Themis, a 120-mile wide asteroid, stood as one of the largest in the
solar system.
(SFC, 4/28/10, p.A6)
2010 Apr 28, In Beijing France
and China said they would work together to consider an overhaul of
the global monetary system, at the start of a state visit by French
President Nicolas Sarkozy.
(AFP, 4/28/10)
2010 Apr 28, In southern China
Chen Kangbing (33) wielding a knife broke into a primary school and
stabbed 15 students and a teacher in Leizhou city, the same day
another school attacker was executed for killing eight children last
month. Xu Yuyuan (47) was found guilty of attempted homicide in
mid-May by the Taizhou Intermediate Court in Jiangsu province. He
was executed on May 30. Kangbing was sentenced to death on June 11.
(AP, 4/28/10)(AP, 5/30/10)(AP, 6/11/10)
2010 Apr 28, An Egyptian court
convicted 26 men of spying for the Lebanese militant group Hezbollah
and plotting attacks in Egypt, and gave them prison sentences
ranging from six months to life. A Hamas security official in charge
of the tunnel area along the border said Egyptians had filled a
passage with some type of crowd dispersal gas killing four
Palestinians. The next day Egypt denied the charges saying fires
sparked by such explosions could use up all the oxygen in the tunnel
and people caught inside could suffocate.
(AP, 4/28/10)(AP, 4/29/10)
2010 Apr 28, Bangladesh Labor
and Manpower Minister Mosharraf Hossain said Bangladesh will raise
the minimum wage for millions of garment workers, as workers staged
another mass protest that blocked the country's main highway.
(AFP, 4/28/10)
2010 Apr 28, EU Pres. Herman
Van Rompuy said he is fully confident that debt-laden Greece will
receive the financial assistance it needs in time to address its
debt problems and to preserve eurozone stability. Greece faced a May
19 deadline, when around euro 10 billion of debt comes due.
(AP, 4/28/10)
2010 Apr 28, In Iraq former PM
Ayad Allawi, the front-runner in the recent parliamentary elections,
called for the formation of an impartial, internationally supervised
caretaker government to prevent the country from sliding into
violence and counter what he says are efforts to change the vote
results. The US military said an American soldier has been killed by
a roadside blast in the Diyala province in northern Iraq.
(AP, 4/28/10)
2010 Apr 28, In Mexico gunmen
stormed into a bar, dragged out eight people and killed them in the
parking lot, the first of several shootings in Ciudad Juarez that
left 16 dead, including a man in a wheelchair. In the Pacific coast
state of Guerrero, gunmen killed, Jose Santiago Agustino, the mayor
of the small town of Zapotitlan Tablas, while he was in the state
capital of Chilpancingo.
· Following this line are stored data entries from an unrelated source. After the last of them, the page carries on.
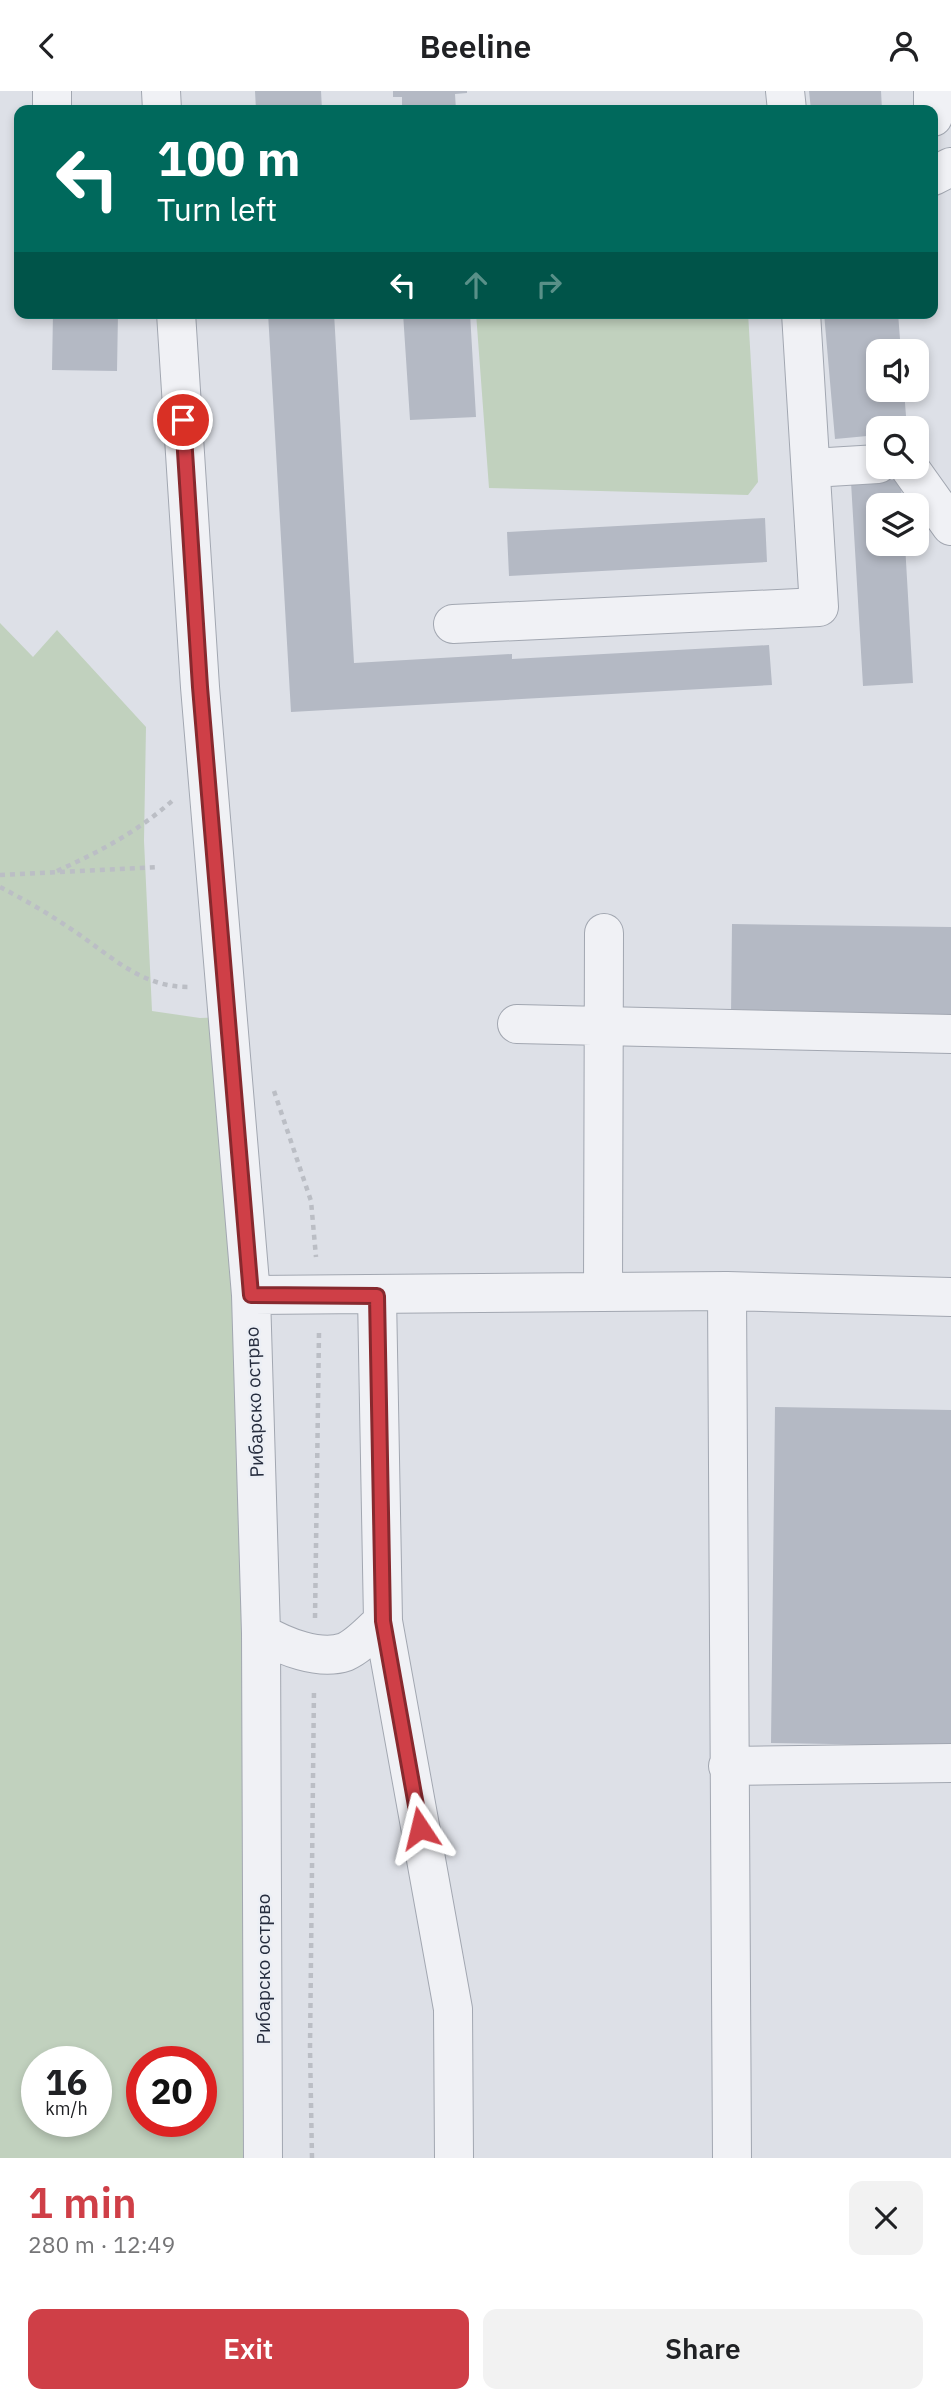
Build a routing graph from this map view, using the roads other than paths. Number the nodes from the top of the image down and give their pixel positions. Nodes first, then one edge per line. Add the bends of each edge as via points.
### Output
1 (176, 319) edge
2 (801, 319) edge
3 (866, 465) edge
4 (812, 468) junction
5 (918, 479) edge
6 (951, 526) edge
7 (453, 624) dead end
8 (604, 933) dead end
9 (517, 1024) dead end
10 (602, 1027) junction
11 (951, 1034) edge
12 (727, 1291) junction
13 (603, 1292) junction
14 (251, 1295) junction
15 (377, 1296) junction
16 (951, 1297) edge
17 (383, 1621) junction
18 (261, 1633) junction
19 (951, 1763) edge
20 (728, 1766) junction
21 (263, 2158) edge
22 (454, 2158) edge
23 (732, 2158) edge

1 - 14 street, Рибарско острво via 206,755
2 - 4 street
3 - 4 street
4 - 7 street via 819,607
5 - 6 street
8 - 10 street
9 - 10 street
10 - 11 street
10 - 13 street
12 - 13 street
12 - 16 street
12 - 20 street
13 - 15 street
14 - 15 street
14 - 18 street, Рибарско острво
15 - 17 street
17 - 18 street via 344,1652 315,1653 285,1646
17 - 22 street via 453,2010
18 - 21 street, Рибарско острво
19 - 20 street
20 - 23 street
In 2009 he had complained that a government
hospital built in his region more than a decade earlier had never
opened.
(AP, 4/28/10)
2010 Apr 28, Nigeria's senate
ordered a probe into Senator Ahmed Sani Yerima (49) for his alleged
marriage to a 13-year-old Egyptian girl, after the national rights
watchdog and other 10 groups accused him of shaming the country.
Gunmen seized four officers of an agency responsible for combating
counterfeit pharmaceuticals in the southern state of Abia.
(AFP, 4/28/10)(AFP, 4/30/10)
2010 Apr 28, In Pakistan
security forces have killed seven suspected insurgents in the
Orakzai tribal region near Afghanistan.
(AP, 4/28/10)
2010 Apr 28, Dunkin' Donuts
said it is returning to Russia, following an 11-year absence, with
plans to tap growing appetite for coffee and sweets by opening up to
20 outlets in Moscow this year.
(AP, 4/28/10)
2010 Apr 28, In Sudan around
2,000 people gathered in El Fasher, capital of North Darfur, after
discovering that the scheme had collapsed. Police used tear gas to
break up a protest by hundreds of investors who lost money in a
Ponzi scheme that stretched across Sudan's strife-ridden Darfur
region and beyond.
(Reuters, 4/29/10)
2010 Apr 28, Thai security
forces fired into a crowd of anti-government protesters during a
clash just outside Bangkok as they tried to keep the Red Shirts from
expanding their demonstrations from a base in the capital. One
soldier was killed, and at least 18 protesters were hurt.